• _Saved data entries_
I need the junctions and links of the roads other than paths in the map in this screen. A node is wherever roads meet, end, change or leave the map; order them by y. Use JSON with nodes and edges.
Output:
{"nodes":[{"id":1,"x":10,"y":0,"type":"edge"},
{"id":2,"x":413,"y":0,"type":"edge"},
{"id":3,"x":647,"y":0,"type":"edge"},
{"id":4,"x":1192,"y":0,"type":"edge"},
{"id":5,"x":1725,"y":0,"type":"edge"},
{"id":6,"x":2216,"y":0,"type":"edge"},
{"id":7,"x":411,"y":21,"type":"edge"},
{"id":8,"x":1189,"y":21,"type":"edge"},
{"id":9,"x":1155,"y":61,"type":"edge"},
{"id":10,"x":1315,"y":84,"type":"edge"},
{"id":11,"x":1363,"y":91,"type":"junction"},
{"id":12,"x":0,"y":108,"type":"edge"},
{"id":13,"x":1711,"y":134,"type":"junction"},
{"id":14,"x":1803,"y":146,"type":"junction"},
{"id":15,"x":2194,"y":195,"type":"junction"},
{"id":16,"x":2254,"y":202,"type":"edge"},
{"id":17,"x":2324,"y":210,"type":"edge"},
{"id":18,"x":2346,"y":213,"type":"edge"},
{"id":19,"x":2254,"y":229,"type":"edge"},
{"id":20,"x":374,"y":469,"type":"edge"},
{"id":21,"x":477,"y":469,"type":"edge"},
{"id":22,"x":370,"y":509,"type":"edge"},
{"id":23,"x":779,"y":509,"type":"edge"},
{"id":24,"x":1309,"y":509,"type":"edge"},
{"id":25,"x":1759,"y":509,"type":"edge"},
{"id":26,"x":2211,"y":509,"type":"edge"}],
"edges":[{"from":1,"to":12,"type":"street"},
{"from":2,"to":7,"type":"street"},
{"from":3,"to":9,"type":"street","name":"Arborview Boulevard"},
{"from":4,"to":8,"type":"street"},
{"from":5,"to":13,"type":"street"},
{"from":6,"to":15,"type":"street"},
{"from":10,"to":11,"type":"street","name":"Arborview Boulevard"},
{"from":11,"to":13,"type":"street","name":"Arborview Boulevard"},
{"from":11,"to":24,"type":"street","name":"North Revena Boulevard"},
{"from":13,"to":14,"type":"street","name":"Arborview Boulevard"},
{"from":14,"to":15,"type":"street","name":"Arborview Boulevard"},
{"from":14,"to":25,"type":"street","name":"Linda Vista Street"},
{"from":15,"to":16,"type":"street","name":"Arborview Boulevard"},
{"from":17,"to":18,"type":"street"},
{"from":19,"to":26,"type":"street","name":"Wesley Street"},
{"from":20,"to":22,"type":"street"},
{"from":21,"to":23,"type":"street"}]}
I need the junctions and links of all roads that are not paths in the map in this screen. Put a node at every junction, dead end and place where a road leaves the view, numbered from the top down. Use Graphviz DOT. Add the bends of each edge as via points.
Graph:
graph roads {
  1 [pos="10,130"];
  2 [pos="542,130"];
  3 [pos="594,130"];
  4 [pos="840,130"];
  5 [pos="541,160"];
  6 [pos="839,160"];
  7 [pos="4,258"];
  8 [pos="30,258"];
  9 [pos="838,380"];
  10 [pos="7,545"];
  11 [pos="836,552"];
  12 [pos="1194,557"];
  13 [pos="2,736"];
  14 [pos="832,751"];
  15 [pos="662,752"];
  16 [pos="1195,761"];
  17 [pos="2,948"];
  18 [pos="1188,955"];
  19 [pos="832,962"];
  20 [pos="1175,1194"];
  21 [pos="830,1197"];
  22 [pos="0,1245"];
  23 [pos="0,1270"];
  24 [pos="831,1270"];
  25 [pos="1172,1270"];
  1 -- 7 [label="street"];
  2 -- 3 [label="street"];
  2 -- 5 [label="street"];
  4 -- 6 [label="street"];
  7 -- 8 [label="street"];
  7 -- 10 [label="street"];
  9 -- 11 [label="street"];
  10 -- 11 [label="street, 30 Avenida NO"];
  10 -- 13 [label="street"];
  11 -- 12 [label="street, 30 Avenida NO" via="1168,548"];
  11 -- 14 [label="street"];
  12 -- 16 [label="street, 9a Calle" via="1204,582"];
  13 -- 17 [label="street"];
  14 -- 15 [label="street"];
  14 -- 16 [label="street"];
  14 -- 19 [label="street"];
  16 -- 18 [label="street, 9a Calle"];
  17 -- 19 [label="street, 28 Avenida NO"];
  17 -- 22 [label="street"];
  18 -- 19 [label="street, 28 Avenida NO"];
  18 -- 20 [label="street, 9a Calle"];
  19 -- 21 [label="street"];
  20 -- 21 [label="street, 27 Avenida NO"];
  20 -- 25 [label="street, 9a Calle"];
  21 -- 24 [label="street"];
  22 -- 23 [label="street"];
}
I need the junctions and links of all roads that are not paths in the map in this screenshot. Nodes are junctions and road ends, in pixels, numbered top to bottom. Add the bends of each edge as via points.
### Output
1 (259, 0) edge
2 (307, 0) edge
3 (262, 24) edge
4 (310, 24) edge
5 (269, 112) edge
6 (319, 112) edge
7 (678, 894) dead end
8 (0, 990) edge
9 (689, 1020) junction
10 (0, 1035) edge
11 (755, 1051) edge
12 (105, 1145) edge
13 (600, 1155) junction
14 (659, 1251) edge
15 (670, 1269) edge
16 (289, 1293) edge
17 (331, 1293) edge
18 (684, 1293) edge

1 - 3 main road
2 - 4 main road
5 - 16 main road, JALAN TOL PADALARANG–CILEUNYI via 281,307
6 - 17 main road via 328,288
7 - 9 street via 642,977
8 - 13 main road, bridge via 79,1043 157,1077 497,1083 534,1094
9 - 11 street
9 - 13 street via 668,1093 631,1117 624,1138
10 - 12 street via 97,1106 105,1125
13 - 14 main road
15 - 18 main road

• _What the exercise asks_
Reproduce the data exactly, character for character.

• _Written answer_
I need the junctions and links of the roads other than paths in the map in this screen. A node is wherever roads meet, end, change or leave the map; order them by y. Use JSON with nodes and edges.
Output:
{"nodes":[{"id":1,"x":10,"y":0,"type":"edge"},
{"id":2,"x":413,"y":0,"type":"edge"},
{"id":3,"x":647,"y":0,"type":"edge"},
{"id":4,"x":1192,"y":0,"type":"edge"},
{"id":5,"x":1725,"y":0,"type":"edge"},
{"id":6,"x":2216,"y":0,"type":"edge"},
{"id":7,"x":411,"y":21,"type":"edge"},
{"id":8,"x":1189,"y":21,"type":"edge"},
{"id":9,"x":1155,"y":61,"type":"edge"},
{"id":10,"x":1315,"y":84,"type":"edge"},
{"id":11,"x":1363,"y":91,"type":"junction"},
{"id":12,"x":0,"y":108,"type":"edge"},
{"id":13,"x":1711,"y":134,"type":"junction"},
{"id":14,"x":1803,"y":146,"type":"junction"},
{"id":15,"x":2194,"y":195,"type":"junction"},
{"id":16,"x":2254,"y":202,"type":"edge"},
{"id":17,"x":2324,"y":210,"type":"edge"},
{"id":18,"x":2346,"y":213,"type":"edge"},
{"id":19,"x":2254,"y":229,"type":"edge"},
{"id":20,"x":374,"y":469,"type":"edge"},
{"id":21,"x":477,"y":469,"type":"edge"},
{"id":22,"x":370,"y":509,"type":"edge"},
{"id":23,"x":779,"y":509,"type":"edge"},
{"id":24,"x":1309,"y":509,"type":"edge"},
{"id":25,"x":1759,"y":509,"type":"edge"},
{"id":26,"x":2211,"y":509,"type":"edge"}],
"edges":[{"from":1,"to":12,"type":"street"},
{"from":2,"to":7,"type":"street"},
{"from":3,"to":9,"type":"street","name":"Arborview Boulevard"},
{"from":4,"to":8,"type":"street"},
{"from":5,"to":13,"type":"street"},
{"from":6,"to":15,"type":"street"},
{"from":10,"to":11,"type":"street","name":"Arborview Boulevard"},
{"from":11,"to":13,"type":"street","name":"Arborview Boulevard"},
{"from":11,"to":24,"type":"street","name":"North Revena Boulevard"},
{"from":13,"to":14,"type":"street","name":"Arborview Boulevard"},
{"from":14,"to":15,"type":"street","name":"Arborview Boulevard"},
{"from":14,"to":25,"type":"street","name":"Linda Vista Street"},
{"from":15,"to":16,"type":"street","name":"Arborview Boulevard"},
{"from":17,"to":18,"type":"street"},
{"from":19,"to":26,"type":"street","name":"Wesley Street"},
{"from":20,"to":22,"type":"street"},
{"from":21,"to":23,"type":"street"}]}
I need the junctions and links of all roads that are not paths in the map in this screen. Put a node at every junction, dead end and place where a road leaves the view, numbered from the top down. Use Graphviz DOT. Add the bends of each edge as via points.
Graph:
graph roads {
  1 [pos="10,130"];
  2 [pos="542,130"];
  3 [pos="594,130"];
  4 [pos="840,130"];
  5 [pos="541,160"];
  6 [pos="839,160"];
  7 [pos="4,258"];
  8 [pos="30,258"];
  9 [pos="838,380"];
  10 [pos="7,545"];
  11 [pos="836,552"];
  12 [pos="1194,557"];
  13 [pos="2,736"];
  14 [pos="832,751"];
  15 [pos="662,752"];
  16 [pos="1195,761"];
  17 [pos="2,948"];
  18 [pos="1188,955"];
  19 [pos="832,962"];
  20 [pos="1175,1194"];
  21 [pos="830,1197"];
  22 [pos="0,1245"];
  23 [pos="0,1270"];
  24 [pos="831,1270"];
  25 [pos="1172,1270"];
  1 -- 7 [label="street"];
  2 -- 3 [label="street"];
  2 -- 5 [label="street"];
  4 -- 6 [label="street"];
  7 -- 8 [label="street"];
  7 -- 10 [label="street"];
  9 -- 11 [label="street"];
  10 -- 11 [label="street, 30 Avenida NO"];
  10 -- 13 [label="street"];
  11 -- 12 [label="street, 30 Avenida NO" via="1168,548"];
  11 -- 14 [label="street"];
  12 -- 16 [label="street, 9a Calle" via="1204,582"];
  13 -- 17 [label="street"];
  14 -- 15 [label="street"];
  14 -- 16 [label="street"];
  14 -- 19 [label="street"];
  16 -- 18 [label="street, 9a Calle"];
  17 -- 19 [label="street, 28 Avenida NO"];
  17 -- 22 [label="street"];
  18 -- 19 [label="street, 28 Avenida NO"];
  18 -- 20 [label="street, 9a Calle"];
  19 -- 21 [label="street"];
  20 -- 21 [label="street, 27 Avenida NO"];
  20 -- 25 [label="street, 9a Calle"];
  21 -- 24 [label="street"];
  22 -- 23 [label="street"];
}
I need the junctions and links of all roads that are not paths in the map in this screenshot. Nodes are junctions and road ends, in pixels, numbered top to bottom. Add the bends of each edge as via points.
### Output
1 (259, 0) edge
2 (307, 0) edge
3 (262, 24) edge
4 (310, 24) edge
5 (269, 112) edge
6 (319, 112) edge
7 (678, 894) dead end
8 (0, 990) edge
9 (689, 1020) junction
10 (0, 1035) edge
11 (755, 1051) edge
12 (105, 1145) edge
13 (600, 1155) junction
14 (659, 1251) edge
15 (670, 1269) edge
16 (289, 1293) edge
17 (331, 1293) edge
18 (684, 1293) edge

1 - 3 main road
2 - 4 main road
5 - 16 main road, JALAN TOL PADALARANG–CILEUNYI via 281,307
6 - 17 main road via 328,288
7 - 9 street via 642,977
8 - 13 main road, bridge via 79,1043 157,1077 497,1083 534,1094
9 - 11 street
9 - 13 street via 668,1093 631,1117 624,1138
10 - 12 street via 97,1106 105,1125
13 - 14 main road
15 - 18 main road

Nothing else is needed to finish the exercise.